The savages from Nejd then turned their attention to religious and historical sites. They mashed them without regard to their sanctity or historical significance. A much worse fate was inflicted upon Madinah. Jannatul Baqi, the last resting place of many Sahaba and the Ahlul Bayt (members of the Prophet’s family) was completely vandalized.
When news of the slaughter in Taif and desecrations in Makkah and al-Madinah reached the Sultan in Istanbul, he was outraged. He ordered his viceroy in Egypt, Muhammad Ali to deal with the Saudi-Wahhabi hordes.
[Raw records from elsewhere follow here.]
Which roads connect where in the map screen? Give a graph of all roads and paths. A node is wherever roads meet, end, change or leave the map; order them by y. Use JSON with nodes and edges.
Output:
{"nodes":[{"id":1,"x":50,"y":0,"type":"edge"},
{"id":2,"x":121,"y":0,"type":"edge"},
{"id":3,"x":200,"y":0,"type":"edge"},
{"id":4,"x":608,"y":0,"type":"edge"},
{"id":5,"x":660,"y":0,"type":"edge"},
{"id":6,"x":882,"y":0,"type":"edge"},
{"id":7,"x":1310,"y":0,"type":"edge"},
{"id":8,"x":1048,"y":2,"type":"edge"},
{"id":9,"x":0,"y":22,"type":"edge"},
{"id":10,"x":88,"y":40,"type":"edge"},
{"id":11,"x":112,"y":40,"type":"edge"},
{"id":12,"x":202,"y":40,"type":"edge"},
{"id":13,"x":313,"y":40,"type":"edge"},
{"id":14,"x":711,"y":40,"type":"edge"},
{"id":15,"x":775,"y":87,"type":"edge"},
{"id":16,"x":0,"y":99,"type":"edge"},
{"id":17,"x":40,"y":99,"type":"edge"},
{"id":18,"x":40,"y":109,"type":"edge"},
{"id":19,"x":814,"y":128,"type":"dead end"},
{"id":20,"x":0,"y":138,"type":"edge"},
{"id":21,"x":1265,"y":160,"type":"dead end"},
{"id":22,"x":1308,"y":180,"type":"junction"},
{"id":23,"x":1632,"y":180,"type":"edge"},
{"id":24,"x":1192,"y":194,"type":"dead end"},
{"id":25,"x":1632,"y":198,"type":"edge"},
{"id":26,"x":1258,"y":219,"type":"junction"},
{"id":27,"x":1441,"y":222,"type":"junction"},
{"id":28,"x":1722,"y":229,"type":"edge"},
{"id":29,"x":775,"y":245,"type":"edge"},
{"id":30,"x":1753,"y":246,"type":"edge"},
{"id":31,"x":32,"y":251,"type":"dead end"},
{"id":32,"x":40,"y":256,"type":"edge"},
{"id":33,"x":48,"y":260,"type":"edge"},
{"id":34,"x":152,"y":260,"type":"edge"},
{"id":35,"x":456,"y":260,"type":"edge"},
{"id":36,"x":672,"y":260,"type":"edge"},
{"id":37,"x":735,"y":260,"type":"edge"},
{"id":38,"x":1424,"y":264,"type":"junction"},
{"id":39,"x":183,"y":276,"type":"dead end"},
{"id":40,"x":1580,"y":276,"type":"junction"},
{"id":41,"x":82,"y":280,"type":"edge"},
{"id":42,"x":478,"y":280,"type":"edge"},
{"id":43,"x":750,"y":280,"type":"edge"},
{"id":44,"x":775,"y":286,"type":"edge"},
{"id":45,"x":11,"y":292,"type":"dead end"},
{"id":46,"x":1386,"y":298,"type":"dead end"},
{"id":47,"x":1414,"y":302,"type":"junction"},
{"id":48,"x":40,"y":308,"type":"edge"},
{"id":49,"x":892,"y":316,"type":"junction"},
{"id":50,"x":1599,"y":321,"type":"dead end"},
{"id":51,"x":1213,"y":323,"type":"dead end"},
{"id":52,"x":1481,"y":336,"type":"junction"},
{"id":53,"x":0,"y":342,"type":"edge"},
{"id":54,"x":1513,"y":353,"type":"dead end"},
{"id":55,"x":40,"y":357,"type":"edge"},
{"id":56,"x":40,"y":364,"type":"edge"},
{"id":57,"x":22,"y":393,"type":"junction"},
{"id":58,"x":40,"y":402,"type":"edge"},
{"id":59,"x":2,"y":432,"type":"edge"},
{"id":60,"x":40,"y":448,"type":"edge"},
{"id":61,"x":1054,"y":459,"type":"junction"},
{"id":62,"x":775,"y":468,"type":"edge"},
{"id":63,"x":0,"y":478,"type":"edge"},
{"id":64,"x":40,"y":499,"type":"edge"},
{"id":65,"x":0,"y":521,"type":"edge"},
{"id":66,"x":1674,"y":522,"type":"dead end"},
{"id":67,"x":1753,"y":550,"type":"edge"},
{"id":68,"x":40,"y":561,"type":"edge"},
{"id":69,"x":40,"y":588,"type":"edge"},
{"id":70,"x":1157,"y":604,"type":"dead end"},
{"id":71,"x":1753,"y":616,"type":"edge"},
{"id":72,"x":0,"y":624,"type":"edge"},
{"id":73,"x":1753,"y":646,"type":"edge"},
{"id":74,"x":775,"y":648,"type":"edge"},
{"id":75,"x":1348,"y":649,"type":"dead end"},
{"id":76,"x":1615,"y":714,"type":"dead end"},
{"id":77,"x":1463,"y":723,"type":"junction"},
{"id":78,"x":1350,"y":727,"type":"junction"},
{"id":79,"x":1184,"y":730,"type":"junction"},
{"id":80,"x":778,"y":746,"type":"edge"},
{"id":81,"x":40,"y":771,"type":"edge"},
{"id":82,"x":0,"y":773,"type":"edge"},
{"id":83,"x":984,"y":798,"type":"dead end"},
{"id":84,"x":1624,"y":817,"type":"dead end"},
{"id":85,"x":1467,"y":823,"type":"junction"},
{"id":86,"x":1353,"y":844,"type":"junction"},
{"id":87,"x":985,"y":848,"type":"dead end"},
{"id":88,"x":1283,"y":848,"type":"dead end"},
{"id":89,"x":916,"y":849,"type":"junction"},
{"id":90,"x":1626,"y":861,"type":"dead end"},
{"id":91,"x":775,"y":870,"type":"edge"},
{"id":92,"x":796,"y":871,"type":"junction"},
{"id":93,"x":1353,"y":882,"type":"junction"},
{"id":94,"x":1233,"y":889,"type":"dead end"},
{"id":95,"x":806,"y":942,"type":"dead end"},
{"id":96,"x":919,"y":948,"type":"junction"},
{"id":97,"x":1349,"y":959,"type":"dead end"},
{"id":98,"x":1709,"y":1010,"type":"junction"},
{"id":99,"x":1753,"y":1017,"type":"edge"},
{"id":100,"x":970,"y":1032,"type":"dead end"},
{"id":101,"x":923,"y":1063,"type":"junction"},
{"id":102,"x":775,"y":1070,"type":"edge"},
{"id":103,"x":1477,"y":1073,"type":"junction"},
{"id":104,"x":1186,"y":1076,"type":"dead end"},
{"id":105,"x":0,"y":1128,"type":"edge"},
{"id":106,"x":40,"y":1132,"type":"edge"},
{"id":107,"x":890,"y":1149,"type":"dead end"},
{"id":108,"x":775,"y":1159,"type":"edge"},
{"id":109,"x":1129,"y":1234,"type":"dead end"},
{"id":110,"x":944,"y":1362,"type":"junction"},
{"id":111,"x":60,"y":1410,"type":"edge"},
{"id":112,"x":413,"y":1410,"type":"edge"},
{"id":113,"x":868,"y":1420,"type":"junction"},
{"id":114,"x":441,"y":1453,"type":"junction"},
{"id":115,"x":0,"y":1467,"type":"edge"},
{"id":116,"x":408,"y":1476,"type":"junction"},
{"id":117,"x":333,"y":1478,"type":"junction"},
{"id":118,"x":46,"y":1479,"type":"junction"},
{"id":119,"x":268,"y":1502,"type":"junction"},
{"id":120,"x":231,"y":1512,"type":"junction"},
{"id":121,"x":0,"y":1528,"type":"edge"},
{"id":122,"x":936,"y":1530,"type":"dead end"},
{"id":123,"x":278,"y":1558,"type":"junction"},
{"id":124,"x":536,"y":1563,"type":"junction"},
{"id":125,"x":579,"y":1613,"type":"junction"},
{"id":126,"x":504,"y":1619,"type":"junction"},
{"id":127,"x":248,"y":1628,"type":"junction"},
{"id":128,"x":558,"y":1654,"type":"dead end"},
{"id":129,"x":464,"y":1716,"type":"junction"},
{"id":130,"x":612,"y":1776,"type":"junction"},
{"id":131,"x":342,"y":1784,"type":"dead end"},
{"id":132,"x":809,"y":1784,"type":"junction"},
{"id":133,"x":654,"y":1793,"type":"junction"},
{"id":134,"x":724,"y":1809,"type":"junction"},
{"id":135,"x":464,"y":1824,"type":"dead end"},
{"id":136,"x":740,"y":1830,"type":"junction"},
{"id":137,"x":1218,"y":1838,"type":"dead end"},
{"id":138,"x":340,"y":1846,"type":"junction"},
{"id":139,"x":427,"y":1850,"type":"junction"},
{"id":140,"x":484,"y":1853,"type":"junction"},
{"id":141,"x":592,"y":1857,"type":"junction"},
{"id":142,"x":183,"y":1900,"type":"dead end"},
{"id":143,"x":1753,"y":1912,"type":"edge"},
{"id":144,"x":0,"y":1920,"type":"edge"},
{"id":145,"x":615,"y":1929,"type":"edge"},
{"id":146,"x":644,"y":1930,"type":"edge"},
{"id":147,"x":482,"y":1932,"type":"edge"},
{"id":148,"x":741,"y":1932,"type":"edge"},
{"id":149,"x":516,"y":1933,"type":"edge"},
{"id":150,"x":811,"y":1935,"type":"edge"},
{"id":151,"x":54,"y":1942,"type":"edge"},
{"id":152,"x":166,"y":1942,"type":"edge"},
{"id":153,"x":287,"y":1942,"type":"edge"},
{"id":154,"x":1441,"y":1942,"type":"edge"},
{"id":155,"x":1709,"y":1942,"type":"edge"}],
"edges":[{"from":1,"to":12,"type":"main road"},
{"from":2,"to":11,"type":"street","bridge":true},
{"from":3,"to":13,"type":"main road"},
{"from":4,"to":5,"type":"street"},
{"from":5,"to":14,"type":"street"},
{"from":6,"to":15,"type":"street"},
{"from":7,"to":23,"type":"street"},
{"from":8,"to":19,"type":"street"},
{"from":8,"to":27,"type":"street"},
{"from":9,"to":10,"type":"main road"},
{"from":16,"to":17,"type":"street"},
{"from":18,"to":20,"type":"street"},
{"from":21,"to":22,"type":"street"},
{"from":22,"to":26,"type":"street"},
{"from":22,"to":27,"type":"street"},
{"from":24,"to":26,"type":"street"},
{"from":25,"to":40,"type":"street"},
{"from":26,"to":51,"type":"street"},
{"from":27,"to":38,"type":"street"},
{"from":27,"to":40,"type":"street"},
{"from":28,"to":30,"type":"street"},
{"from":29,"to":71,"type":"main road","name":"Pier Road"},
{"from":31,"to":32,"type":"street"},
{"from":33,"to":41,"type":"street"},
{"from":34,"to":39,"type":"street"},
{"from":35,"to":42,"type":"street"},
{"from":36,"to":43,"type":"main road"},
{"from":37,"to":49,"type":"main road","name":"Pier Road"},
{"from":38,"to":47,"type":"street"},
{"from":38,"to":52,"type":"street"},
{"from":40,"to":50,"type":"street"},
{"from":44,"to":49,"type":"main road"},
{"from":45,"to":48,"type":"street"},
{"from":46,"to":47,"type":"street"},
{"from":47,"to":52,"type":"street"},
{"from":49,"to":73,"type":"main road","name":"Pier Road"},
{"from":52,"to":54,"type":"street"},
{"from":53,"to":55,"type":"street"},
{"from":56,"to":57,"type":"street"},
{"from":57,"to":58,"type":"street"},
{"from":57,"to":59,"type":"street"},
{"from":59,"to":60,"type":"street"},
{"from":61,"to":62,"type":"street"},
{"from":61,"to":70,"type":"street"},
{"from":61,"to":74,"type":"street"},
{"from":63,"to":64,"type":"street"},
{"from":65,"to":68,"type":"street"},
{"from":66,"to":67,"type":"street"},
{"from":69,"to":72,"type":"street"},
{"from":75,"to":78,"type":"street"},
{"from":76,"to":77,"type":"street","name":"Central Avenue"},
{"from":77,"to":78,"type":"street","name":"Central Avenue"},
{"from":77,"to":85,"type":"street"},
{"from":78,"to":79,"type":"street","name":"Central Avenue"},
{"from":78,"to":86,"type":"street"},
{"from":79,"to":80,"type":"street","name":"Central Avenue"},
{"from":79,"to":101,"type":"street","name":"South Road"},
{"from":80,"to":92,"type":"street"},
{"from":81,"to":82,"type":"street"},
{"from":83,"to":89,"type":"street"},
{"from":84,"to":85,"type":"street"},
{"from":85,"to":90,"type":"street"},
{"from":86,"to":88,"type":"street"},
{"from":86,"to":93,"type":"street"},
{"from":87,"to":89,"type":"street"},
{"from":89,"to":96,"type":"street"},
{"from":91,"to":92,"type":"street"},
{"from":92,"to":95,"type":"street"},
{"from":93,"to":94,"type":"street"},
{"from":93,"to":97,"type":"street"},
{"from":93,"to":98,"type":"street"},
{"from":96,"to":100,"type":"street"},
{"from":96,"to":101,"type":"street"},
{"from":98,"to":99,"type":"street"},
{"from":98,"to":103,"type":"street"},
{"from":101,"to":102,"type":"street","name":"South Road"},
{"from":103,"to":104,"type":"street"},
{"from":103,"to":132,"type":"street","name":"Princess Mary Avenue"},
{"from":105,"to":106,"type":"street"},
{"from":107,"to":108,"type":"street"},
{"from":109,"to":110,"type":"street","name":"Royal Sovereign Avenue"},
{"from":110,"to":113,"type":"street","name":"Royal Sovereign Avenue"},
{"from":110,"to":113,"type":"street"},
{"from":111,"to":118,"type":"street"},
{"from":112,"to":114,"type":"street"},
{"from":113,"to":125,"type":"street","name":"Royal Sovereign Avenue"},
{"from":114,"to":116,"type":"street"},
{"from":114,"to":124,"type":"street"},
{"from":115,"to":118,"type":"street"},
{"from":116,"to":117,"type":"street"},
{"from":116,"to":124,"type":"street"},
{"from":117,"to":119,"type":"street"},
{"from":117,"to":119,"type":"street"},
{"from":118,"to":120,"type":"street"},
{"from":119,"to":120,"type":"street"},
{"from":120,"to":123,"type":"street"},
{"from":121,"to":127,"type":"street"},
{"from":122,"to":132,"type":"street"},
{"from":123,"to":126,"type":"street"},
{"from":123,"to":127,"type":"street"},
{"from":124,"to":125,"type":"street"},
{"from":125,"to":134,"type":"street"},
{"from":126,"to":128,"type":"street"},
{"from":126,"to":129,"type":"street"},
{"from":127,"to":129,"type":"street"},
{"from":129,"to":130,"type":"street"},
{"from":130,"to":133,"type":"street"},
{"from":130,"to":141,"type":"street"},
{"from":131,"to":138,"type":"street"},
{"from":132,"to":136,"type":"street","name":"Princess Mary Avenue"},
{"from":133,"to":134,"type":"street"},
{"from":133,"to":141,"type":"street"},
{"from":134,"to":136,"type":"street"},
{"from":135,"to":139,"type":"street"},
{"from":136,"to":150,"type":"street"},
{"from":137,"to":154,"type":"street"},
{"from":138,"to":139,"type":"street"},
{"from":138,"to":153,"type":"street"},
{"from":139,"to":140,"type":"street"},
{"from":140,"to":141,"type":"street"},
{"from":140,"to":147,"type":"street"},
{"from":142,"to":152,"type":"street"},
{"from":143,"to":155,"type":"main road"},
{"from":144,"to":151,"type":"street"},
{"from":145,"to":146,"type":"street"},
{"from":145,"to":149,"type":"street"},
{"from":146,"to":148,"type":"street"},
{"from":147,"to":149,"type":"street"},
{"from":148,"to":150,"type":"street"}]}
He drove them out of the Hijaz in 1813 but Dari‘yyah proved difficult. It was left to Muhammad Ali’s son Ibrahim Pasha to crush the Wahhabi uprising in 1819.
It would be another 100 years before the Wahhabis again erupted, this time under the patronage of the British. The latter instigated them to rise against the Ottoman Turks branding as not being ‘Arabs’ (true) but the British were even worse. In the words of the Wahhabis, they were infidels yet for the sake of power, they were prepared to align themselves with the ‘Infidels’ against fellow Muslims.
The British paid the Ibn Saud as well as Sharif Husain, the Ottoman governor of the Hijaz, handsomely to revolt against the Ottomans. This is what came to be called the ‘Arab revolt’. In his book, Documents on the History of Saudi Arabia, Vol. I (Salisbury, NC, US, 1976, pp.81-82) Ibrahim al-Rashid (ed) gives a detailed account of monies paid by the British to both Abdul Aziz ibn Saud and Sharif Husain.
Since Abdul Aziz ibn Saud was more ruthless, he won in the tussle against Sharif Husain who fled the Hijaz and was settled in Transjordan, a territory carved out illegally from Palestine by the British. By this time, the British had also promised Palestine to the zionists under the now-infamous Balfour declaration of November 1917.
When the Saudi hordes took control of Makkah and al-Madinah the second time, they perpetrated even more horrible crimes. In 1925, when they entered al-Madinah, for three days they raped Muslim women. Only the Saudi-Wahhabi hordes could indulge in such barbaric and degrading acts (For details, see David Haworth: The Desert King: A Life of Ibn Saud, London, 1984).
So, if the Bani Saud do not help the Palestinians, it should come as no surprise. The real tragedy is that many Muslims are either unaware of the Bani Saud’s treachery or refuse to acknowledge it because they have been bought by Saudi largesse. Either way, it is no excuse for justifying the crimes of the Bani Saud.
Like their zionist cousins in Palestine, the Bani Saud are alien invaders in the Hijaz, home to the Haramayn. They must be divested of control from the holy places so that Muslims can restore these to their rightful purpose and function.